Around two thirds of Canada's electricity in 2015 was generated using renewable sources, with hydropower accounting for roughly 60 percent, according to a report from the country's National Energy Board (NEB).
The report, released on Tuesday, said that electricity derived from hydropower in 2015 had typically come from large facilities with reservoirs.
This kind of hydropower was described as being "a valuable part of Canada's generation mix, since it economically stores energy and moderates fluctuations from more intermittent renewable sources."
According to the International Energy Agency, hydropower is "the largest single renewable electricity source today."
In terms of other sources, the NEB said that Canadian wind power capacity had increased twenty fold between 2005 and 2015, while biomass had helped provide around two percent of electricity generation in 2015. Solar was seen as being a "relatively small" part of Canada's electricity makeup.

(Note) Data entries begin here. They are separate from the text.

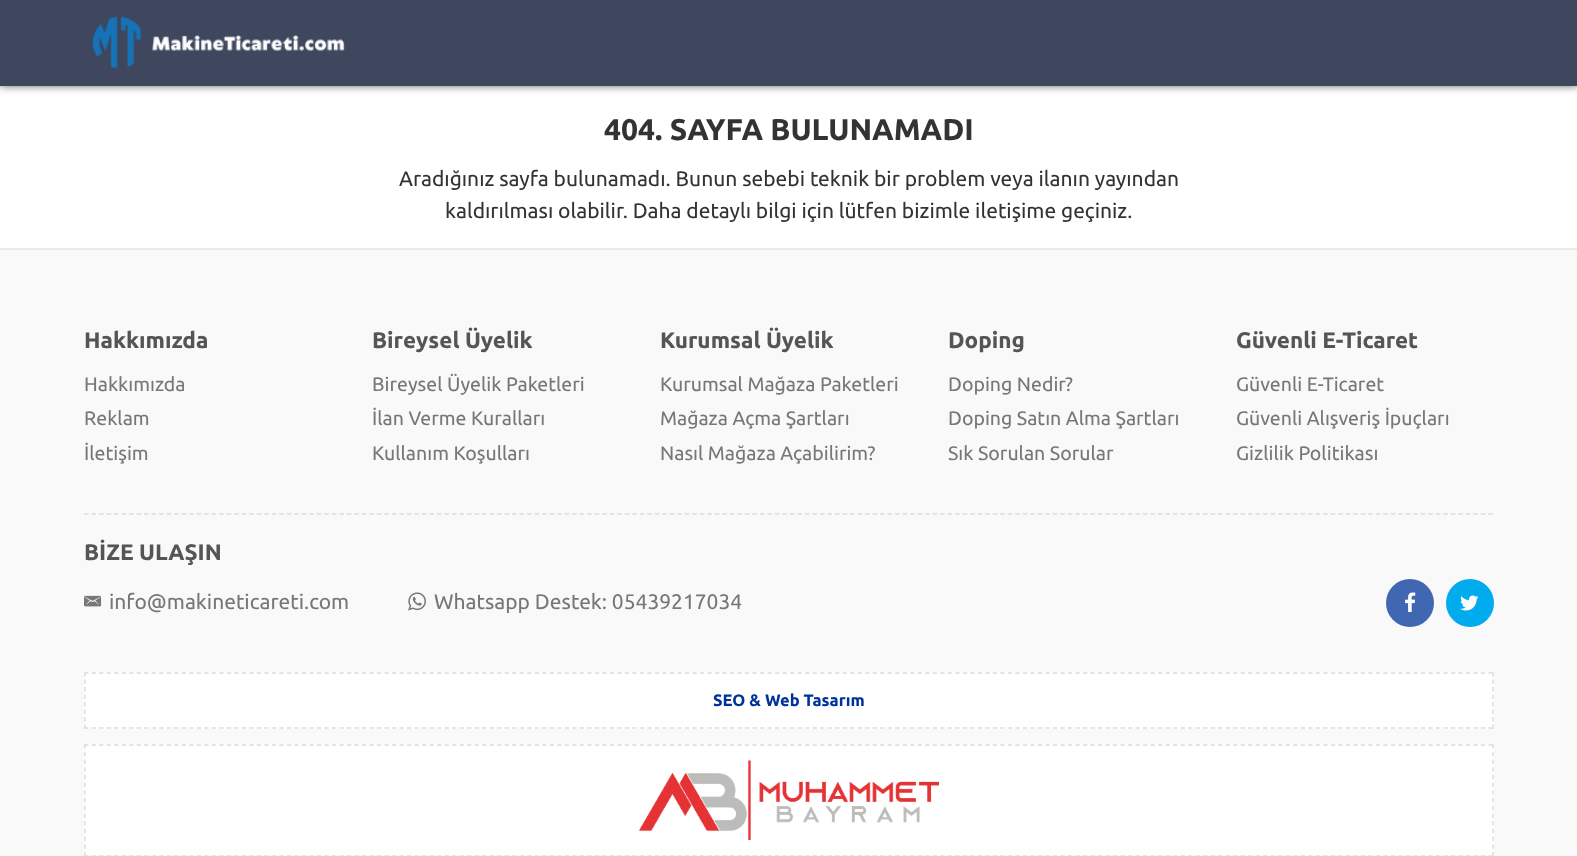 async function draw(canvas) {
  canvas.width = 1577;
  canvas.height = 856;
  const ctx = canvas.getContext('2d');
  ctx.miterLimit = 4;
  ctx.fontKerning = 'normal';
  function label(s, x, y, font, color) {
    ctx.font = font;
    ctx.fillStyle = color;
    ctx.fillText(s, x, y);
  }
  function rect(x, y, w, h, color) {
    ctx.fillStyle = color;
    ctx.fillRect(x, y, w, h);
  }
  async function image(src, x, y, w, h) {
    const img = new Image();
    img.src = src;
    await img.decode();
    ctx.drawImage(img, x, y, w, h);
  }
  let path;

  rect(0, 0, 1577, 856, '#fff');
  ctx.fillStyle = '#00000099';
  ctx.filter = 'blur(4px)';
  ctx.beginPath();
  ctx.rect(0, 0, 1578, 86);
  ctx.fill();
  ctx.filter = 'none';
  rect(0, 0, 1577, 86, '#3f475f');
  await image('assets/img1.png', 92, 17, 253, 52);
  label('404. SAYFA BULUNAMADI', 604, 140, 'bold 30px Ubuntu', '#333');
  label('Aradığınız sayfa bulunamadı. Bunun sebebi teknik bir problem veya ilanın yayından', 399, 186, '21px Ubuntu', '#333');
  label('kaldırılması olabilir. Daha detaylı bilgi için lütfen bizimle iletişime geçiniz.', 445, 218, '21px Ubuntu', '#333');
  rect(0, 250, 1577, 606, '#f9f9f9');
  rect(0, 248, 1577, 2, '#eaeaea');
  label('Hakkımızda', 84, 348, 'bold 22.5px Ubuntu', '#555');
  label('Hakkımızda', 84, 391, '19.5px Ubuntu', '#777');
  label('Reklam', 84, 425, '19.5px Ubuntu', '#777');
  label('İletişim', 84, 460, '19.5px Ubuntu', '#777');
  label('Bireysel Üyelik', 372, 348, 'bold 22.5px Ubuntu', '#555');
  label('Bireysel Üyelik Paketleri', 372, 391, '19.5px Ubuntu', '#777');
  label('İlan Verme Kuralları', 372, 425, '19.5px Ubuntu', '#777');
  label('Kullanım Koşulları', 372, 460, '19.5px Ubuntu', '#777');
  label('Kurumsal Üyelik', 660, 348, 'bold 22.5px Ubuntu', '#555');
  label('Kurumsal Mağaza Paketleri', 660, 391, '19.5px Ubuntu', '#777');
  label('Mağaza Açma Şartları', 660, 425, '19.5px Ubuntu', '#777');
  label('Nasıl Mağaza Açabilirim?', 660, 460, '19.5px Ubuntu', '#777');
  label('Doping', 948, 348, 'bold 22.5px Ubuntu', '#555');
  label('Doping Nedir?', 948, 391, '19.5px Ubuntu', '#777');
  label('Doping Satın Alma Şartları', 948, 425, '19.5px Ubuntu', '#777');
  label('Sık Sorulan Sorular', 948, 460, '19.5px Ubuntu', '#777');
  label('Güvenli E-Ticaret', 1236, 348, 'bold 22.5px Ubuntu', '#555');
  label('Güvenli E-Ticaret', 1236, 391, '19.5px Ubuntu', '#777');
  label('Güvenli Alışveriş İpuçları', 1236, 425, '19.5px Ubuntu', '#777');
  label('Gizlilik Politikası', 1236, 460, '19.5px Ubuntu', '#777');
  path = new Path2D('M84 514H1494');
  ctx.strokeStyle = '#ddd';
  ctx.lineWidth = 1.5;
  ctx.setLineDash([4.5, 3.01]);
  ctx.stroke(path);
  label('BİZE ULAŞIN', 84, 560, 'bold 22.5px Ubuntu', '#555');
  await image('assets/img2.png', 84, 595, 18, 12);
  label('info@makineticareti.com', 109, 609, '21px Ubuntu', '#777');
  await image('assets/img3.png', 408, 592, 18, 19);
  label('Whatsapp Destek: 05439217034', 434, 609, '21px Ubuntu', '#777');
  ctx.fillStyle = '#4267b2';
  ctx.beginPath();
  ctx.arc(1410, 603, 24, 0, 2 * Math.PI);
  ctx.fill();
  await image('assets/img4.png', 1405, 592, 11, 20);
  ctx.fillStyle = '#00aced';
  ctx.beginPath();
  ctx.arc(1470, 603, 24, 0, 2 * Math.PI);
  ctx.fill();
  await image('assets/img5.png', 1460, 595, 19, 16);
  rect(84, 672, 1410, 57, '#fff');
  path = new Path2D('M84 673H1494');
  ctx.stroke(path);
  path = new Path2D('M1493 672V729');
  ctx.setLineDash([4.5, 3]);
  ctx.stroke(path);
  path = new Path2D('M84 728H1494');
  ctx.setLineDash([4.5, 3.01]);
  ctx.stroke(path);
  path = new Path2D('M85 672V729');
  ctx.setLineDash([4.5, 3]);
  ctx.stroke(path);
  label('SEO & Web Tasarım', 713, 706, 'bold 16.5px Ubuntu', '#039');
  rect(84, 744, 1410, 112, '#fff');
  path = new Path2D('M84 745H1494');
  ctx.setLineDash([4.5, 3.01]);
  ctx.stroke(path);
  path = new Path2D('M1493 744V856.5');
  ctx.setLineDash([4.5, 3.21]);
  ctx.stroke(path);
  path = new Path2D('M84 856H1494');
  ctx.setLineDash([4.5, 3.01]);
  ctx.stroke(path);
  path = new Path2D('M85 744V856.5');
  ctx.setLineDash([4.5, 3.21]);
  ctx.stroke(path);
  await image('assets/img6.png', 639, 760, 300, 80);
}

draw(document.querySelector('canvas')); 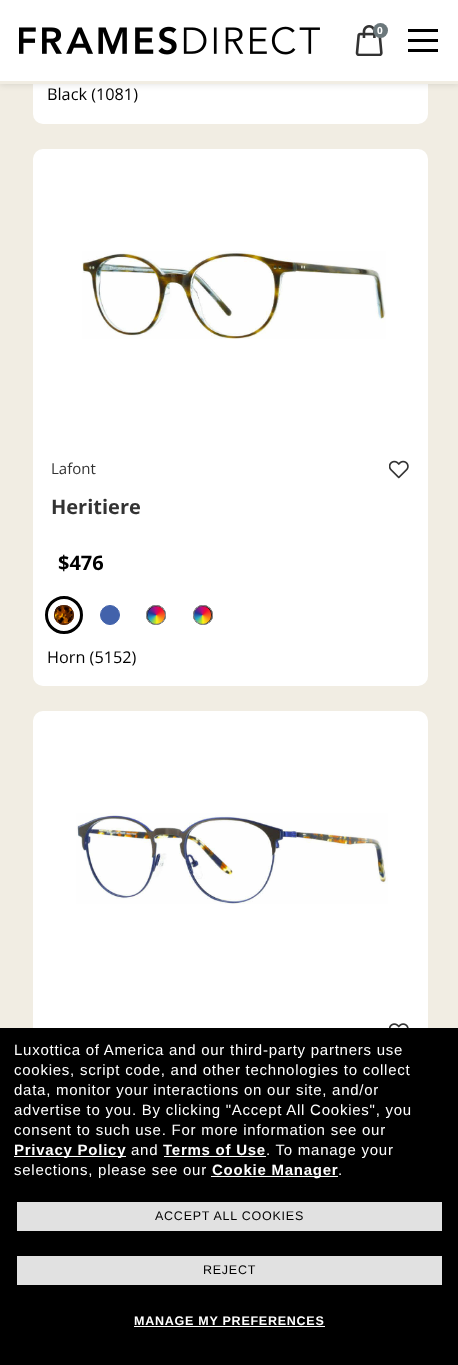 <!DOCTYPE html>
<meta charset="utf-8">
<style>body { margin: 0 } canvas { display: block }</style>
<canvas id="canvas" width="458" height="1365"></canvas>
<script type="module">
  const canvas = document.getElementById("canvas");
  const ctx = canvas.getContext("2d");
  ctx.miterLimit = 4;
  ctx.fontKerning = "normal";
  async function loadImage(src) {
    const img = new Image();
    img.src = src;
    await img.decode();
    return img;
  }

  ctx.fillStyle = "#f1ede3";
  ctx.fillRect(0, 0, 458, 1365);
  ctx.fillStyle = "#ffffff";
  ctx.beginPath();
  ctx.roundRect(33, -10, 395, 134, 10);
  ctx.fill();
  ctx.fillStyle = "rgba(0, 0, 0, 0.1)";
  ctx.filter = "blur(3px)";
  ctx.beginPath();
  ctx.rect(0, -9, 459, 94);
  ctx.fill();
  ctx.filter = "none";
  ctx.fillStyle = "#ffffff";
  ctx.fillRect(0, 0, 458, 81);
  ctx.drawImage(await loadImage("img1.png"), 19, 26, 301, 29);
  ctx.drawImage(await loadImage("img2.png"), 355, 25, 28, 31);
  ctx.fillStyle = "#6b777b";
  ctx.beginPath();
  ctx.arc(380.5, 30.5, 7.5, 0, Math.PI * 2);
  ctx.fill();
  ctx.font = "bold 10px Open Sans";
  ctx.fillStyle = "#ffffff";
  ctx.fillText("0", 377, 34);
  ctx.fillStyle = "#000000";
  ctx.fillRect(408, 29, 30, 3);
  ctx.fillRect(408, 39, 30, 3);
  ctx.fillRect(408, 49, 30, 3);
  ctx.fillStyle = "#f1ede3";
  ctx.fillRect(0, 81, 458, 3);
  ctx.font = "16.25px Open Sans";
  ctx.fillStyle = "#000000";
  ctx.fillText("Black (1081)", 47, 100);
  ctx.fillStyle = "#ffffff";
  ctx.beginPath();
  ctx.roundRect(33, 149, 395, 537, 10);
  ctx.fill();
  ctx.drawImage(await loadImage("img3.png"), 82, 251, 304, 88);
  ctx.font = "15px Open Sans";
  ctx.fillStyle = "#333333";
  ctx.fillText("Lafont", 51, 474);
  ctx.drawImage(await loadImage("img4.png"), 389, 460, 20, 19);
  ctx.font = "bold 20px Open Sans";
  ctx.fillText("Heritiere", 51, 514);
  ctx.fillStyle = "#000000";
  ctx.fillText("$476", 58, 570);
  ctx.beginPath();
  ctx.arc(64, 615, 17.5, 0, Math.PI * 2);
  ctx.strokeStyle = "#000000";
  ctx.lineWidth = 3;
  ctx.stroke();
  ctx.fillStyle = "#58280b";
  ctx.beginPath();
  ctx.arc(64, 615, 10, 0, Math.PI * 2);
  ctx.fill();
  ctx.drawImage(await loadImage("img5.png"), 55, 605, 18, 19);
  ctx.beginPath();
  ctx.arc(64, 615, 9.5, 0, Math.PI * 2);
  ctx.strokeStyle = "#58280b";
  ctx.lineWidth = 1;
  ctx.stroke();
  ctx.fillStyle = "#4262ab";
  ctx.beginPath();
  ctx.arc(110, 615, 9.5, 0, Math.PI * 2);
  ctx.fill();
  ctx.strokeStyle = "#4262ab";
  ctx.stroke();
  ctx.fillStyle = "#000000";
  ctx.beginPath();
  ctx.arc(156, 615, 10, 0, Math.PI * 2);
  ctx.fill();
  ctx.drawImage(await loadImage("img6.png"), 147, 605, 18, 20);
  ctx.beginPath();
  ctx.arc(156, 615, 9.5, 0, Math.PI * 2);
  ctx.strokeStyle = "#999999";
  ctx.stroke();
  ctx.beginPath();
  ctx.arc(203, 615, 10, 0, Math.PI * 2);
  ctx.fill();
  ctx.drawImage(await loadImage("img7.png"), 193, 605, 19, 20);
  ctx.beginPath();
  ctx.arc(203, 615, 9.5, 0, Math.PI * 2);
  ctx.stroke();
  ctx.font = "16.25px Open Sans";
  ctx.fillText("Horn (5152)", 47, 663);
  ctx.fillStyle = "#ffffff";
  ctx.beginPath();
  ctx.roundRect(33, 711, 395, 538, 10);
  ctx.fill();
  ctx.drawImage(await loadImage("img8.png"), 76, 813, 312, 91);
  ctx.drawImage(await loadImage("img9.png"), 389, 1023, 20, 5);
  ctx.fillStyle = "#000000";
  ctx.fillRect(0, 1028, 458, 337);
  ctx.letterSpacing = "0.75px";
  ctx.font = "15px Liberation Sans";
  ctx.fillStyle = "#ffffff";
  ctx.fillText("Luxottica of America and our third-party partners use", 14, 1055);
  ctx.fillText("cookies, script code, and other technologies to collect", 14, 1075);
  ctx.fillText("data, monitor your interactions on our site, and/or", 14, 1095);
  ctx.fillText("advertise to you. By clicking \"Accept All Cookies\", you", 14, 1115);
  ctx.fillText("consent to such use. For more information see our", 14, 1135);
  ctx.fillRect(14, 1156, 112, 1);
  ctx.font = "bold 15px Liberation Sans";
  ctx.fillText("Privacy Policy", 14, 1155);
  ctx.font = "15px Liberation Sans";
  ctx.fillText("and", 131, 1155);
  ctx.font = "bold 15px Liberation Sans";
  ctx.fillText("Terms of Use", 163, 1155);
  ctx.font = "15px Liberation Sans";
  ctx.fillText(". To manage your", 266, 1155);
  ctx.fillRect(164, 1156, 102, 1);
  ctx.fillText("selections, please see our", 14, 1175);
  ctx.fillRect(211, 1176, 127, 1);
  ctx.font = "bold 15px Liberation Sans";
  ctx.fillText("Cookie Manager", 212, 1175);
  ctx.font = "15px Liberation Sans";
  ctx.fillText(".", 338, 1175);
  ctx.fillStyle = "#e1e1e1";
  ctx.fillRect(17, 1202, 425, 29);
  ctx.font = "12.5px Liberation Sans";
  ctx.fillStyle = "#000000";
  ctx.fillText("ACCEPT ALL COOKIES", 155, 1220);
  ctx.fillStyle = "#e1e1e1";
  ctx.fillRect(17, 1256, 425, 29);
  ctx.fillStyle = "#000000";
  ctx.fillText("REJECT", 203, 1274);
  ctx.font = "bold 12.5px Liberation Sans";
  ctx.fillStyle = "#ffffff";
  ctx.fillText("MANAGE MY PREFERENCES", 134, 1325);
  ctx.fillRect(134, 1326, 191, 1);
</script>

The NEB said that more than 600 terawatt hours of electricity were produced in 2015, with just one terawatt hour seen as being enough to provide a year's electricity to 80,000 homes.
"Canada's hydro generation has allowed the country to be one of the global leaders in renewable energy for years," Shelley Milutinovic, the NEB's chief economist, said in a statement.
"Now, as solar, wind and other technologies become more cost competitive, we expect to see a continuing increase in their adoption in the future," Milutinovic added.